Au départ, il s’agissait d’un pèlerinage commémorant la Shoah. Mme Hirsch, 67 ans, s’est envolée pour Varsovie en août avec son mari, Naftali, et une amie pour voir où son frère aîné a été tué à l’âge de 3 ans, ainsi que trois de ses grands-parents et tous ses oncles et cousins.
« Je me suis dit que je ne ferais rien d’autre que de découvrir et de faire mon deuil », a déclaré Hirsch, née peu après la Seconde Guerre mondiale dans ce qui est aujourd’hui la Roumanie, à JTA après avoir visité le camp de la mort d’Auschwitz. « Il s’agissait d’un aller-retour », a-t-elle dit au sujet de sa première visite en Pologne avec son mari.

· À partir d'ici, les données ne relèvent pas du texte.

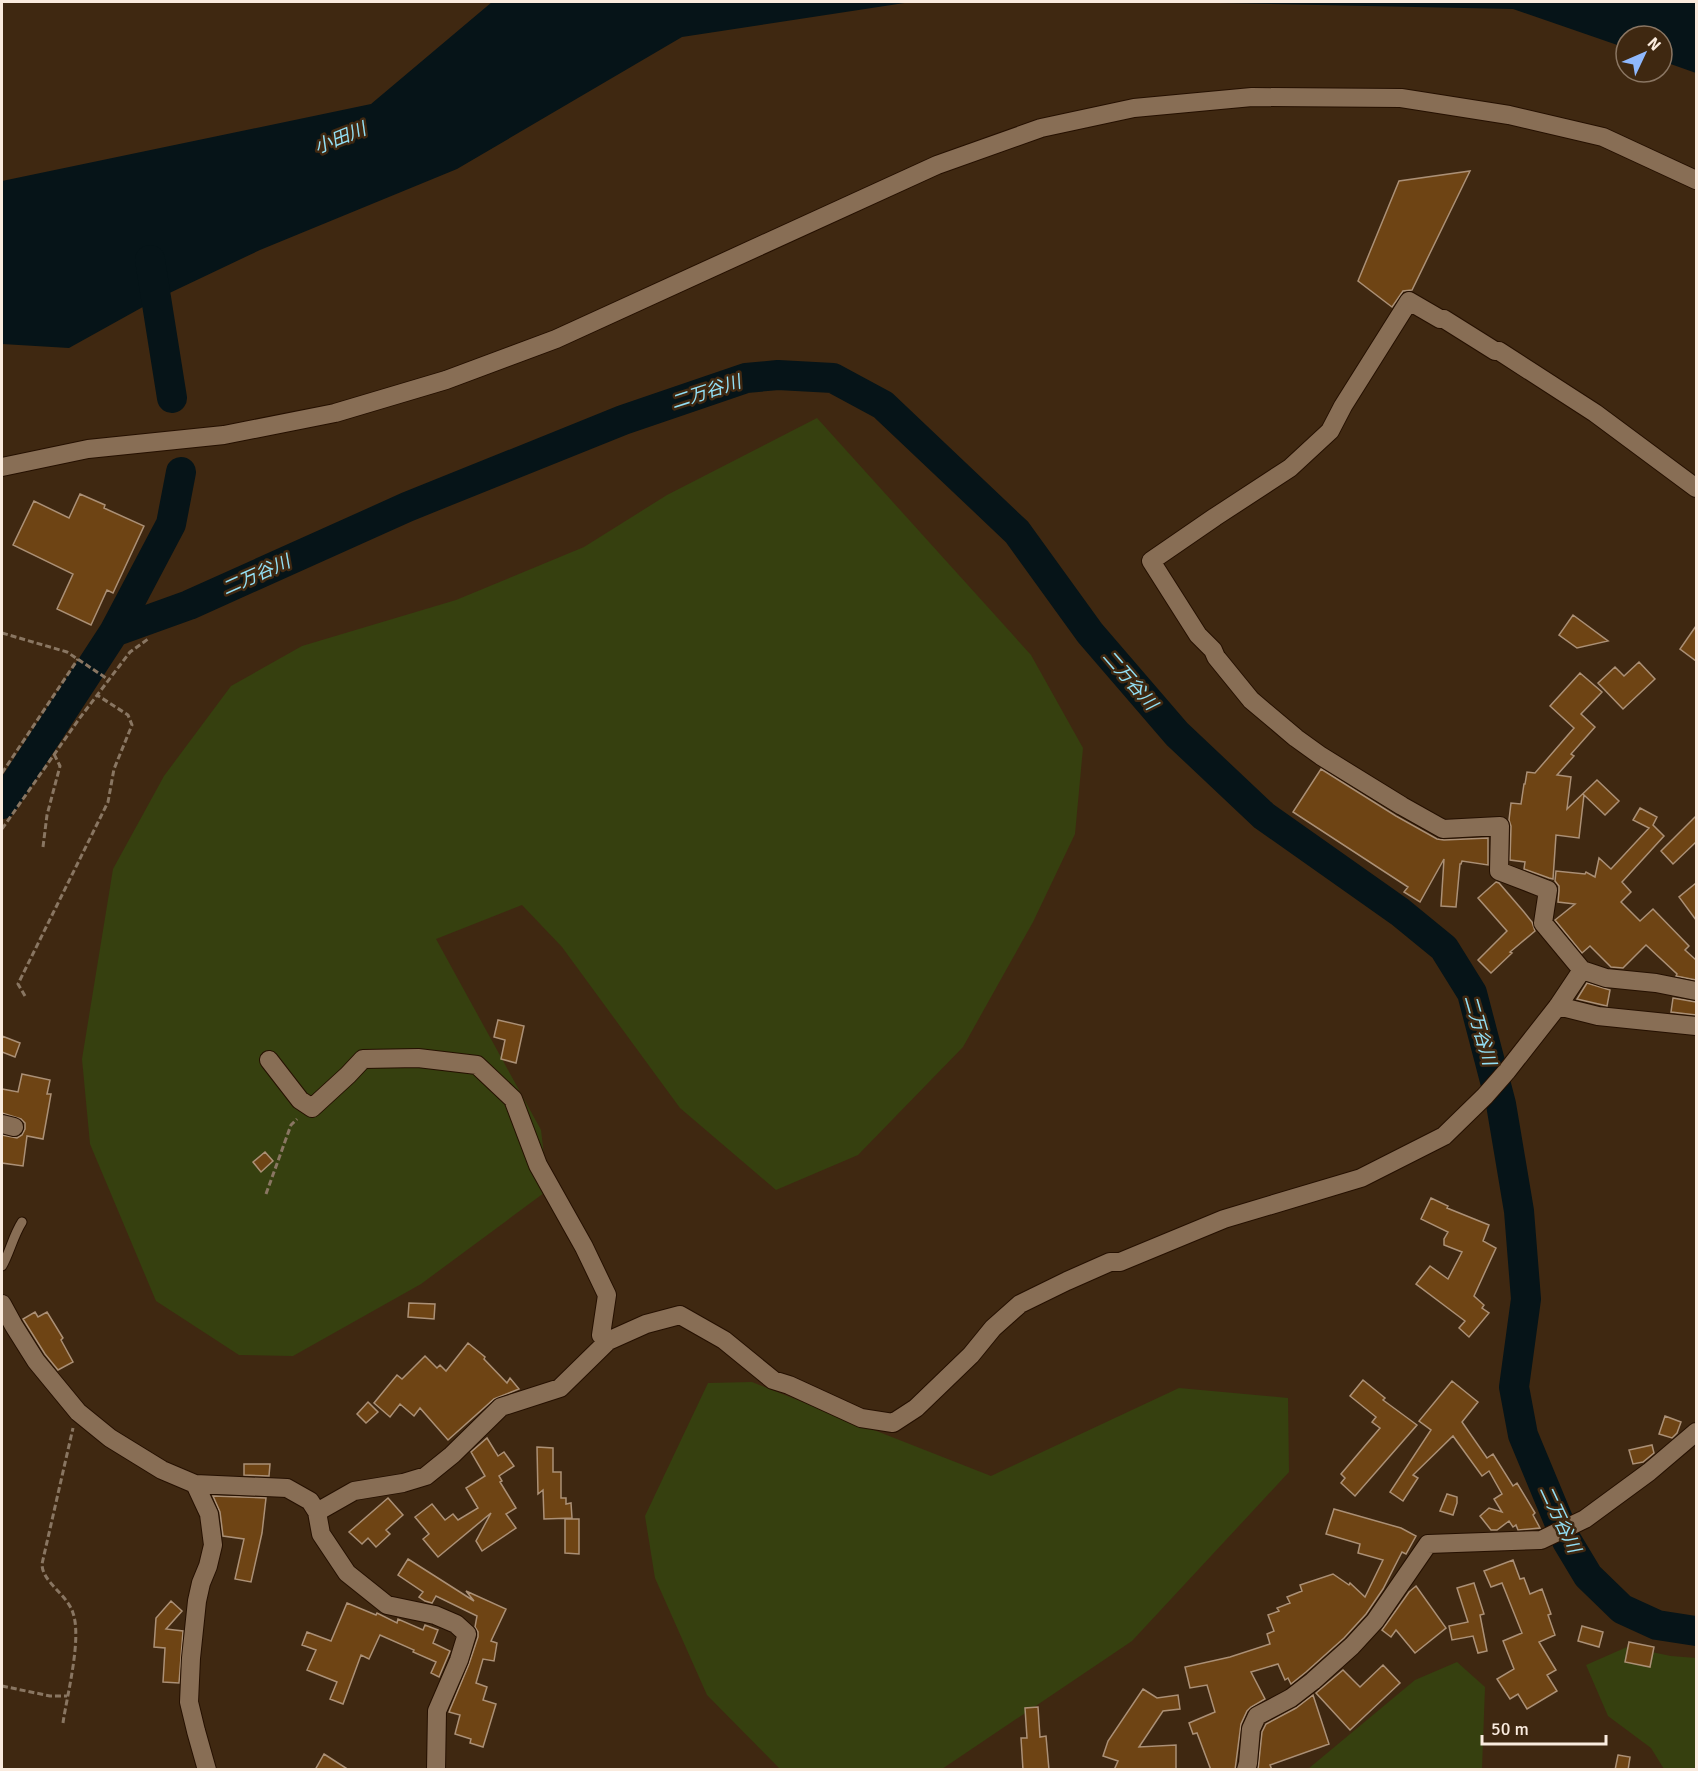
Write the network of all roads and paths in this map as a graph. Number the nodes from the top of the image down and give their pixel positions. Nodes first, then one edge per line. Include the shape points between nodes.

Mme Hirsch, avocate à la retraite, a également été contrariée après l’adoption par la Pologne, au début de cette année, d’une loi interdisant la rhétorique qui rend la nation responsable des atrocités commises par les nazis pendant la Shoah. Elle craint que cette loi ne blanchisse les crimes commis par certains Polonais pendant le génocide – tout comme de nombreux détracteurs de cette législation, qui a provoqué une crise diplomatique entre Israël et la Pologne.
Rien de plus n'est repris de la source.